Bienvenue au Petit Nice Passedat, maison contemporaine où l’art de l’accueil se marie à l’excellence gastronomique depuis plus d’un siècle.

Un lit et une table d’exception face à la Méditerranée, qui offriront cet été une vue panoramique privilégiée sur les événements sportifs animant la cité phocéenne. Un véritable havre de paix où règne une quiétude parfaite à l’écart de l’agitation urbaine, offrant une expérience de vie unique à Marseille.

La Marina, ou l’art de vivre au bord de la Méditerranée

Récemment rénovées, nichées paisiblement au bord de l’eau, les 10 chambres de La Marina, toutes de noyer et de pierre marbrière évoquent l’élégance d’un voilier naviguant sur la Méditerranée. Murs et sols aux teintes sable rappellent les calanques voisines, créant un contraste chaleureux avec le bois des meubles au design épuré. Une atmosphère harmonieuse et maritime où à la nuit tombée, les éclairages signés Cattelani & Smith dessinent de nouvelles perspectives en ombres chinoises sur les murs immaculés. De quoi promettre un séjour aussi délassant qu’hors du commun.

Le Petit Nice a été distingué par une Clef Michelin, nouvelle distinction décernée par l’équipe de sélection du Guide MICHELIN aux établissements offrant des expériences de séjour exceptionnelles.
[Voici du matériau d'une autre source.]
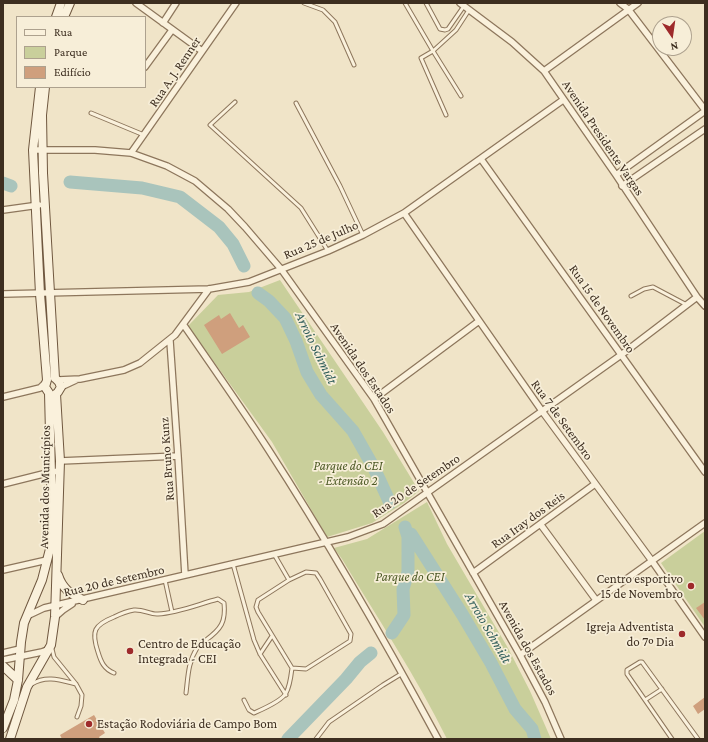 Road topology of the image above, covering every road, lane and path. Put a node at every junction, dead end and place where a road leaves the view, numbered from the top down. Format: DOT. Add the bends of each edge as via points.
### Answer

À table, la Méditerranée est souveraine

Pleine d’intuition et de finesse, la cuisine de Gérald Passedat s’inspire de la richesse du paysage provençal, qu’il soit marin ou terrestre. Parmi les récentes créations du chef, « le bouillon crétois à l’aubergine, mérou ikejime » explore les univers halieutiques et végétaux en de multiples techniques et température. Après plusieurs jours de maturation, la chair à la fois ferme et fondante du poisson est chargée d’umami, subtilement rehaussée à l’eau de mer, puis dégustée dans l’harmonieux contraste d’un bouillon fumant à base d’aubergine et de poisson, accompagnée d’une boisson fermentée pétillante à l’aubergine et au citron, servie bien fraîche. L’aubergine, vedette du bassin méditerranéen, est déclinée en caviar, chips croustillantes, nasubushi et même en caramel, révélant ainsi toutes ses subtilités.

Le délicat calamar passe lui au vert, s’associant aux blettes et à la socca de pois chiches pour le « calamar de turlutte, vert de blette ». Pêché de façon durable à la calamarette, un leurre dit aussi turlutte, ce céphalopode est à peine saisi pour rester fondant, ses tentacules étant travaillés en fines galettes croustillantes. Posé sur une socca (spécialité traditionnelle niçoise) retravaillée en légèreté, un condiment au kiwi de la Drôme, feuilles de blette et de câpres au foie de mérou snacké apporte mâche et profondeur, tandis qu’un jus savoureux mêlant blette, fumet et garum de calamar vient enrober l’ensemble.

La même délicatesse préside au dessert, qui magnifie les fruits de saison avec la « pastèque ratafia » où la liqueur traditionnelle apporte ses notes fleuries à la chair du fruit, marinée mais aussi en granité. Ces créations sont à déguster au restaurant gastronomique, tandis qu’au Bar 1917, une nouvelle sélection de cocktails et de mocktails, accompagnée de plats mettant en valeur la cuisine méditerranéenne à partager, offre un avant-goût du style singulier de Gérald Passedat.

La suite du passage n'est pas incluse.